> Directions for this task
Transcribe each entry so that nothing differs from the original.

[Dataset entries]

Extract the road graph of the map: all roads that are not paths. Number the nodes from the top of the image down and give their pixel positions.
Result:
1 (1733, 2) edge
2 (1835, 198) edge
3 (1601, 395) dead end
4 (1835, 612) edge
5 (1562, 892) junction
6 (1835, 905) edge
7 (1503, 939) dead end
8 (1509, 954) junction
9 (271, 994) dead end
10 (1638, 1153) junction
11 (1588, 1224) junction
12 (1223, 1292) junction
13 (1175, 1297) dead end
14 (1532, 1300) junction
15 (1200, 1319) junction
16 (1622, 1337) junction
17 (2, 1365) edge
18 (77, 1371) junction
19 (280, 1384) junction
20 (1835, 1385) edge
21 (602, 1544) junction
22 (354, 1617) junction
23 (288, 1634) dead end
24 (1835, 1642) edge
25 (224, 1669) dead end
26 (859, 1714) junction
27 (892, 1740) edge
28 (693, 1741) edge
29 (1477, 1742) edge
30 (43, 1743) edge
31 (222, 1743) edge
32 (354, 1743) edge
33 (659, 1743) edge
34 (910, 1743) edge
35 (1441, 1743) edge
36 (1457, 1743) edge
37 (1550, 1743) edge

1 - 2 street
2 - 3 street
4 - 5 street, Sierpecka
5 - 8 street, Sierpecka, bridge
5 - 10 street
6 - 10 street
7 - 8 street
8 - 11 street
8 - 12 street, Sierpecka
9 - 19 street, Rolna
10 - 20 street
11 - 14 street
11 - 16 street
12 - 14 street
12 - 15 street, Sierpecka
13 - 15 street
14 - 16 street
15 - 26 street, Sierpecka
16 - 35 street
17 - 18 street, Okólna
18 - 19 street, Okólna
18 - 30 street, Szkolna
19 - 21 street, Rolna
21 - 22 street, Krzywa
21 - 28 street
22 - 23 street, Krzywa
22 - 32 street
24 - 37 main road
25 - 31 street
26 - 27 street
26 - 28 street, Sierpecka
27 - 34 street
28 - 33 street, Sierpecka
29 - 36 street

> Answer
Extract the road graph of the map: all roads that are not paths. Number the nodes from the top of the image down and give their pixel positions.
Result:
1 (1733, 2) edge
2 (1835, 198) edge
3 (1601, 395) dead end
4 (1835, 612) edge
5 (1562, 892) junction
6 (1835, 905) edge
7 (1503, 939) dead end
8 (1509, 954) junction
9 (271, 994) dead end
10 (1638, 1153) junction
11 (1588, 1224) junction
12 (1223, 1292) junction
13 (1175, 1297) dead end
14 (1532, 1300) junction
15 (1200, 1319) junction
16 (1622, 1337) junction
17 (2, 1365) edge
18 (77, 1371) junction
19 (280, 1384) junction
20 (1835, 1385) edge
21 (602, 1544) junction
22 (354, 1617) junction
23 (288, 1634) dead end
24 (1835, 1642) edge
25 (224, 1669) dead end
26 (859, 1714) junction
27 (892, 1740) edge
28 (693, 1741) edge
29 (1477, 1742) edge
30 (43, 1743) edge
31 (222, 1743) edge
32 (354, 1743) edge
33 (659, 1743) edge
34 (910, 1743) edge
35 (1441, 1743) edge
36 (1457, 1743) edge
37 (1550, 1743) edge

1 - 2 street
2 - 3 street
4 - 5 street, Sierpecka
5 - 8 street, Sierpecka, bridge
5 - 10 street
6 - 10 street
7 - 8 street
8 - 11 street
8 - 12 street, Sierpecka
9 - 19 street, Rolna
10 - 20 street
11 - 14 street
11 - 16 street
12 - 14 street
12 - 15 street, Sierpecka
13 - 15 street
14 - 16 street
15 - 26 street, Sierpecka
16 - 35 street
17 - 18 street, Okólna
18 - 19 street, Okólna
18 - 30 street, Szkolna
19 - 21 street, Rolna
21 - 22 street, Krzywa
21 - 28 street
22 - 23 street, Krzywa
22 - 32 street
24 - 37 main road
25 - 31 street
26 - 27 street
26 - 28 street, Sierpecka
27 - 34 street
28 - 33 street, Sierpecka
29 - 36 street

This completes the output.